Political Party Registration

Current Register of Political Parties

The AEC maintains a Register of Political Parties. The register lists those parties which are eligible to have the party affiliation of their endorsed candidates printed on ballot papers at a federal election.


Applications for registration must be made to the AEC in line with instructions on the relevant application form and with reference to the Party Registration Guide.

For the registration of a new party

After a party is registered

Election related forms

Application timeframes

  • An application to register a new party would be expected to take at least 12 weeks to complete.
  • Applications from currently registered parties to register a party logo are expected to take a minimum of six weeks to complete.

The approximate timeframe for a party registration application could be extended if objections are received during the one month public consultation process, as applicant parties have the right of response to objections provided to the AEC.

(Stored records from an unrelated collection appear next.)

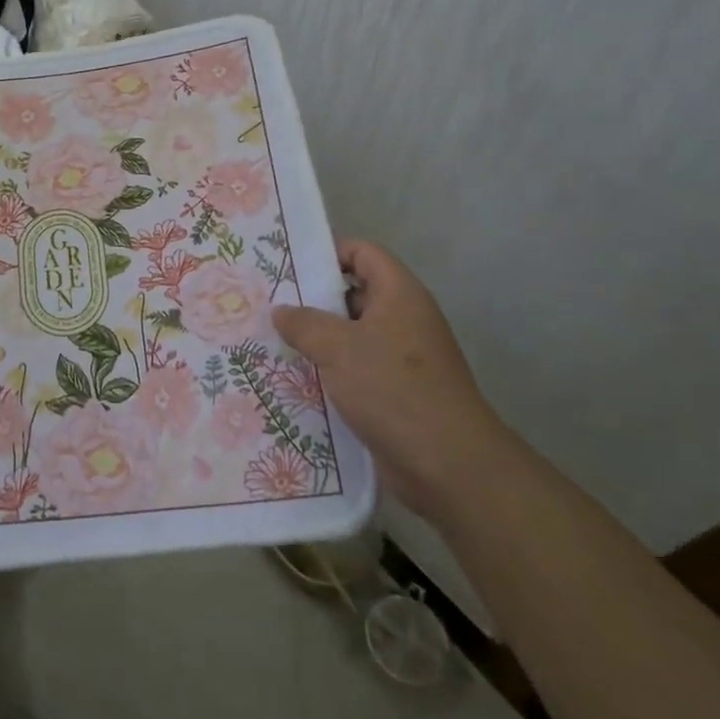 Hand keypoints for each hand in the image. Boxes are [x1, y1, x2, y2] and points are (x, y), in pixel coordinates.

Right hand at [272, 239, 511, 521]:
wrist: (449, 465)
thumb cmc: (394, 390)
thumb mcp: (338, 348)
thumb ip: (304, 323)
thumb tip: (281, 311)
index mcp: (399, 295)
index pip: (363, 253)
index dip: (328, 253)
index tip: (289, 267)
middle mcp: (404, 319)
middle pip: (355, 294)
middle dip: (314, 300)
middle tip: (271, 306)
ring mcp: (403, 358)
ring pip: (352, 336)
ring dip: (318, 340)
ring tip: (275, 342)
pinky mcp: (397, 393)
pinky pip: (357, 369)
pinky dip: (331, 372)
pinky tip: (297, 380) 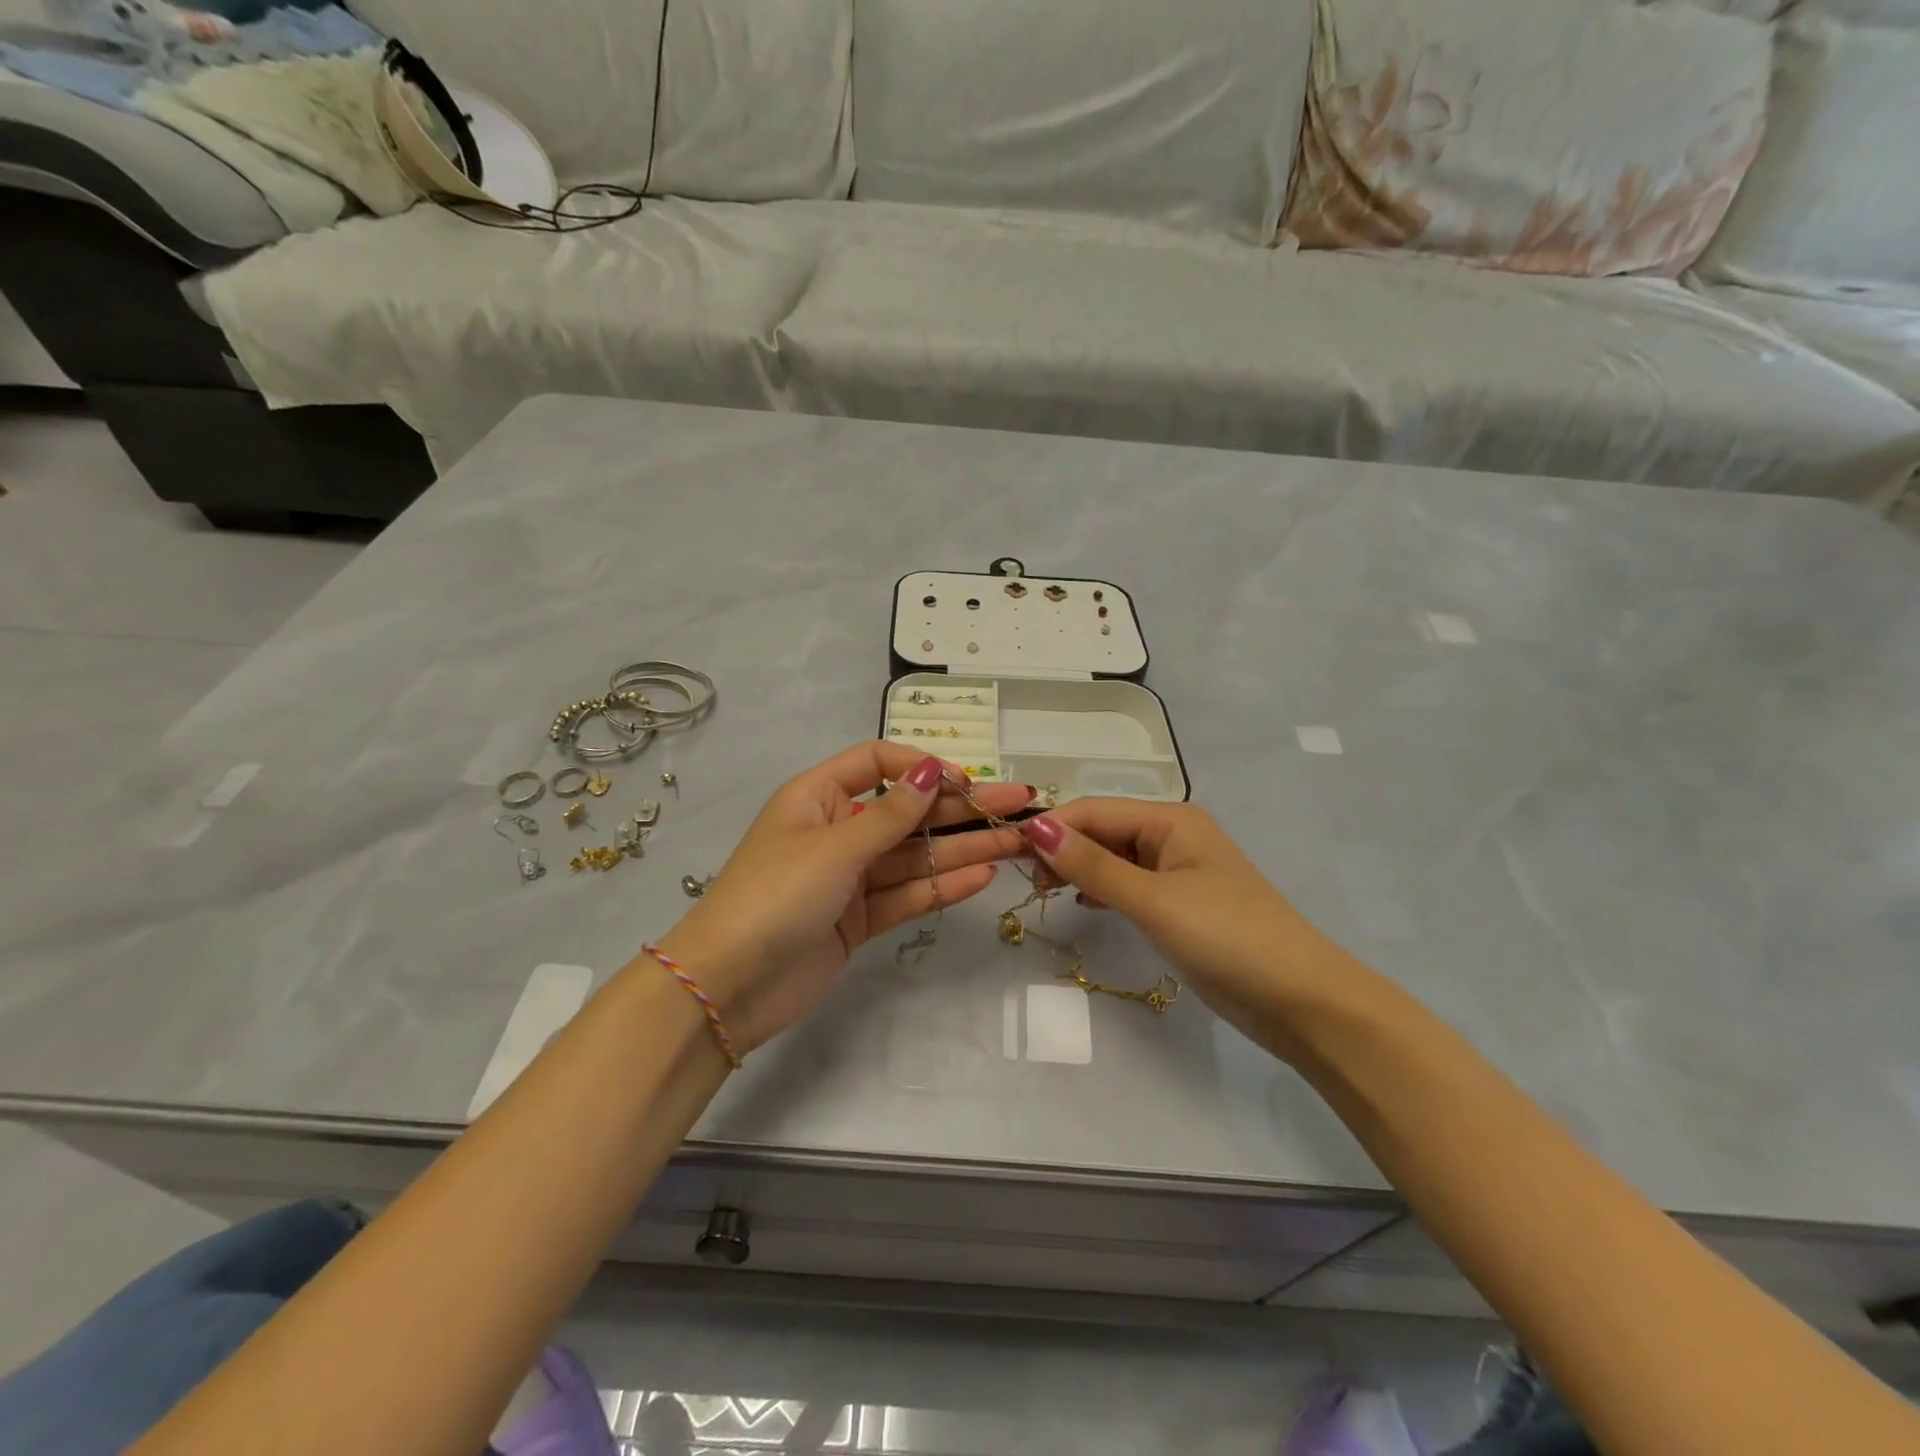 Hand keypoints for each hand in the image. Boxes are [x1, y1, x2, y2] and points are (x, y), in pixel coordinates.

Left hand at [652, 744, 1029, 1054]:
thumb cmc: (775, 895)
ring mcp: (849, 878)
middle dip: (962, 809)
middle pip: (908, 812)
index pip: (878, 763)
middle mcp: (837, 830)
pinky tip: (982, 878)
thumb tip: (932, 769)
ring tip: (1017, 843)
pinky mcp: (858, 919)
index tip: (966, 781)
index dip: (923, 767)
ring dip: (963, 849)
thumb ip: (891, 814)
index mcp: (818, 797)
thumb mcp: (834, 846)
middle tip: (1020, 805)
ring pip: (914, 856)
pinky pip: (906, 894)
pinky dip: (941, 887)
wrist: (727, 986)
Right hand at [1020, 801, 1336, 1046]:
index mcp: (1171, 820)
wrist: (1302, 1001)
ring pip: (1115, 858)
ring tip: (1045, 892)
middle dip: (1064, 848)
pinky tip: (1084, 905)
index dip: (1051, 827)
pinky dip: (1103, 890)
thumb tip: (1037, 827)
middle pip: (1104, 830)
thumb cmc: (1227, 938)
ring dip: (1080, 869)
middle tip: (1027, 882)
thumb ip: (1093, 866)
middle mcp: (1173, 836)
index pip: (1095, 810)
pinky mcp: (1181, 905)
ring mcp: (1179, 872)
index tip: (1007, 852)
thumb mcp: (1153, 900)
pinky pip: (1130, 884)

Processing timeframes will also be affected by the conduct of a federal election or by-election as applications cannot legally be processed in the period between the issue and the return of writs.

Notification and objection

When the AEC receives an application for party registration it publishes a notice in major newspapers in each State and Territory and on the AEC website. This notice invites objections on the grounds that:

  • the application does not relate to an eligible political party (new party applications only),
  • the application does not accord with the requirements for registering a new party (new party applications only),
  • the party name, abbreviation or logo is one which should be refused by the Electoral Commission.

Any person or organisation may object to a party being registered on these grounds by submitting reasons in writing to the AEC during the month after the date of notice.

Party registration reviews

The AEC’s policy is to review each registered political party once between federal elections – at the mid-point of the electoral cycle. Outside of this cyclical review process, the AEC will undertake a review of the registration of a specific political party if:

  • a parliamentary party ceases to have a member of the House of Representatives or Senate,
  • a party fails to endorse a single candidate in any four year period, or
  • media or other public commentary suggests a party no longer exists.


There are lists available for parties the AEC considering deregistering and recent deregistration decisions.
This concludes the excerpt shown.